What are some other side effects of this drug?

All drugs may cause side effects. However, many people have no side effects or only have minor side effects. Call your child’s doctor or get medical help if any of these side effects or any other side effects bother your child or do not go away:
  • Headache.
  • Dizziness.
  • Feeling nervous and excitable.
  • Not hungry.
  • Loose stools (diarrhea).
  • Upset stomach.
  • Stomach cramps.
These are not all of the side effects that may occur. If you have questions about side effects, call your child’s doctor. Call your child’s doctor for medical advice about side effects.
You may report side effects to your national health agency.

How is this drug best given?

Give this drug as ordered by your child’s doctor. Read all information given to you. Follow all instructions closely.
  • Give this drug with food or milk.
  • If antacids are used, they may need to be taken at some other time than this drug. Talk with your doctor or pharmacist.
  • To gain the most benefit, do not miss giving your child doses.
  • Keep giving this drug to your child as you have been told by your child’s doctor or other health care provider, even if your child feels well.

What do I do if my child misses a dose?

  • Give a missed dose as soon as you think about it.
  • If it is close to the time for your child’s next dose, skip the missed dose and go back to your child’s normal time.
  • Do not give 2 doses at the same time or extra doses.

How do I store and/or throw out this drug?

  • Store at room temperature.
  • Protect from light.
  • Store in a dry place. Do not store in a bathroom.
  • Keep all drugs in a safe place. Keep all drugs out of the reach of children and pets.
  • Check with your pharmacist about how to throw out unused drugs.

General drug facts

  • If your child’s symptoms or health problems do not get better or if they become worse, call your child’s doctor.
  • Do not share your child’s drug with others and do not give anyone else’s drug to your child.
  • Keep a list of all your child’s drugs (prescription, natural products, vitamins, OTC) with you. Give this list to your child’s doctor.
  • Talk with your child’s doctor before giving your child any new drug, including prescription or OTC, natural products, or vitamins.
  • Some drugs may have another patient information leaflet. If you have any questions about this drug, please talk with your child’s doctor, nurse, pharmacist, or other health care provider.
  • If you think there has been an overdose, call your poison control center or get medical care right away. Be ready to tell or show what was taken, how much, and when it happened.

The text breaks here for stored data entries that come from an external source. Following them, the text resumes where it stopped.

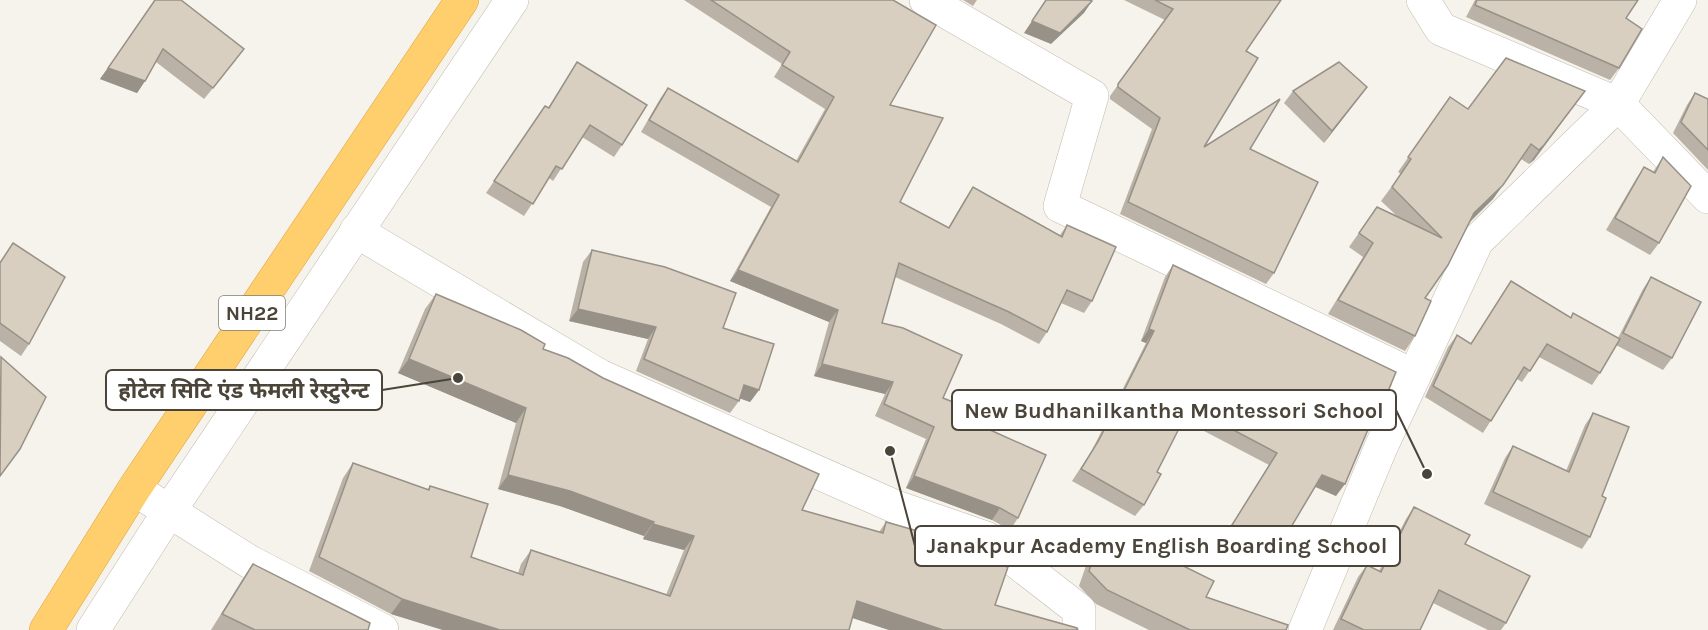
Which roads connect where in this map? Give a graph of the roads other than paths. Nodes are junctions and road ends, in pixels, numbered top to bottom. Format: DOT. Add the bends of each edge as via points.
graph roads {
  1 [pos="462,0"];
  2 [pos="512,0"];
  3 [pos="926,0"];
  4 [pos="1423,0"];
  5 [pos="1680,0"];
  6 [pos="1617,104"];
  7 [pos="1708,197"];
  8 [pos="356,231"];
  9 [pos="1414,376"];
  10 [pos="134,489"];
  11 [pos="170,510"];
  12 [pos="46,630"];
  13 [pos="93,630"];
  14 [pos="382,630"];
  15 [pos="1079,630"];
  16 [pos="1305,630"];
  1 -- 10 [label="highway, NH22"];
  2 -- 8 [label="street, NH22"];
  3 -- 9 [label="street" via="1092,96 1060,206"];
  4 -- 6 [label="street" via="1441,29"];
  5 -- 6 [label="street"];
  6 -- 7 [label="street"];
  6 -- 9 [label="street" via="1477,241"];
  8 -- 11 [label="street, NH22"];
  8 -- 15 [label="street" via="600,376 896,507 986,538 1079,610"];
  9 -- 16 [label="street"];
  10 -- 11 [label="street"];
  10 -- 12 [label="highway, NH22"];
  11 -- 13 [label="street, NH22"];
  11 -- 14 [label="street" via="250,562"];
}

Consumer Information Use and Disclaimer

This information should not be used to decide whether or not to take this medicine or any other medicine. Only the healthcare provider has the knowledge and training to decide which medicines are right for a specific patient. This information does not endorse any medicine as safe, effective, or approved for treating any patient or health condition. This is only a brief summary of general information about this medicine. It does NOT include all information about the possible uses, directions, warnings, precautions, interactions, adverse effects, or risks that may apply to this medicine. This information is not specific medical advice and does not replace information you receive from the healthcare provider. You must talk with the healthcare provider for complete information about the risks and benefits of using this medicine.